__Input data__
--- START ---
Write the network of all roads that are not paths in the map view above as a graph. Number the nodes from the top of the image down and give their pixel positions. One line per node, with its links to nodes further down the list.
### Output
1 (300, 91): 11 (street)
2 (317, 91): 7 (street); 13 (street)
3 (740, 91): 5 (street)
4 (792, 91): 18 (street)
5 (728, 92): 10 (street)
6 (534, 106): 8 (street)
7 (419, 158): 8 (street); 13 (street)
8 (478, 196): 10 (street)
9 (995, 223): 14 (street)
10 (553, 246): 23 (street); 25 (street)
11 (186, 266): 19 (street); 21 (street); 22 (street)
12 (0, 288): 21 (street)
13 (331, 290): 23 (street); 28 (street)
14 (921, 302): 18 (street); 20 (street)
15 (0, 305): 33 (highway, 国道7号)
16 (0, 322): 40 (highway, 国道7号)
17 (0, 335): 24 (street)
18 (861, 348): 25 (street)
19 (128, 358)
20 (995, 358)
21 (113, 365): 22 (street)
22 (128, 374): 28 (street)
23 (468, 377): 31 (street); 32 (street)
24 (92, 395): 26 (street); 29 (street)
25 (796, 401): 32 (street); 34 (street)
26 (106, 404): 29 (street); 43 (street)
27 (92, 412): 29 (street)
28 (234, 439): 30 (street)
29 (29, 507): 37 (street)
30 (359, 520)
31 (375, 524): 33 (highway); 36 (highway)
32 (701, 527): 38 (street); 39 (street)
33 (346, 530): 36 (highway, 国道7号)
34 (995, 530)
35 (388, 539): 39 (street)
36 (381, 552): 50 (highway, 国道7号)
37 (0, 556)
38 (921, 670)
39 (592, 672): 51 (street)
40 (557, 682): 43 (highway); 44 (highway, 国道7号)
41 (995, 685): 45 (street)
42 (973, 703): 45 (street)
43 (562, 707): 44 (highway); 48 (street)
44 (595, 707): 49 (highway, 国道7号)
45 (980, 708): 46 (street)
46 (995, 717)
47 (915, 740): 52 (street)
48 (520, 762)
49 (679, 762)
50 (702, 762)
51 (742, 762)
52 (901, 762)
--- END ---
__Work required__
All of the data above needs to be set down again exactly. Include every line.

__Response to this exercise__
Write the network of all roads that are not paths in the map view above as a graph. Number the nodes from the top of the image down and give their pixel positions. One line per node, with its links to nodes further down the list.
### Output
1 (300, 91): 11 (street)
2 (317, 91): 7 (street); 13 (street)
3 (740, 91): 5 (street)
4 (792, 91): 18 (street)
5 (728, 92): 10 (street)
6 (534, 106): 8 (street)
7 (419, 158): 8 (street); 13 (street)
8 (478, 196): 10 (street)
9 (995, 223): 14 (street)
10 (553, 246): 23 (street); 25 (street)
11 (186, 266): 19 (street); 21 (street); 22 (street)
12 (0, 288): 21 (street)
13 (331, 290): 23 (street); 28 (street)
14 (921, 302): 18 (street); 20 (street)
15 (0, 305): 33 (highway, 国道7号)
16 (0, 322): 40 (highway, 国道7号)
17 (0, 335): 24 (street)
18 (861, 348): 25 (street)
19 (128, 358)
20 (995, 358)
21 (113, 365): 22 (street)
22 (128, 374): 28 (street)
23 (468, 377): 31 (street); 32 (street)
24 (92, 395): 26 (street); 29 (street)
25 (796, 401): 32 (street); 34 (street)
26 (106, 404): 29 (street); 43 (street)
27 (92, 412): 29 (street)
28 (234, 439): 30 (street)
29 (29, 507): 37 (street)
30 (359, 520)
31 (375, 524): 33 (highway); 36 (highway)
32 (701, 527): 38 (street); 39 (street)
33 (346, 530): 36 (highway, 国道7号)
34 (995, 530)
35 (388, 539): 39 (street)
36 (381, 552): 50 (highway, 国道7号)
37 (0, 556)
38 (921, 670)
39 (592, 672): 51 (street)
40 (557, 682): 43 (highway); 44 (highway, 国道7号)
41 (995, 685): 45 (street)
42 (973, 703): 45 (street)
43 (562, 707): 44 (highway); 48 (street)
44 (595, 707): 49 (highway, 国道7号)
45 (980, 708): 46 (street)
46 (995, 717)
47 (915, 740): 52 (street)
48 (520, 762)
49 (679, 762)
50 (702, 762)
51 (742, 762)
52 (901, 762)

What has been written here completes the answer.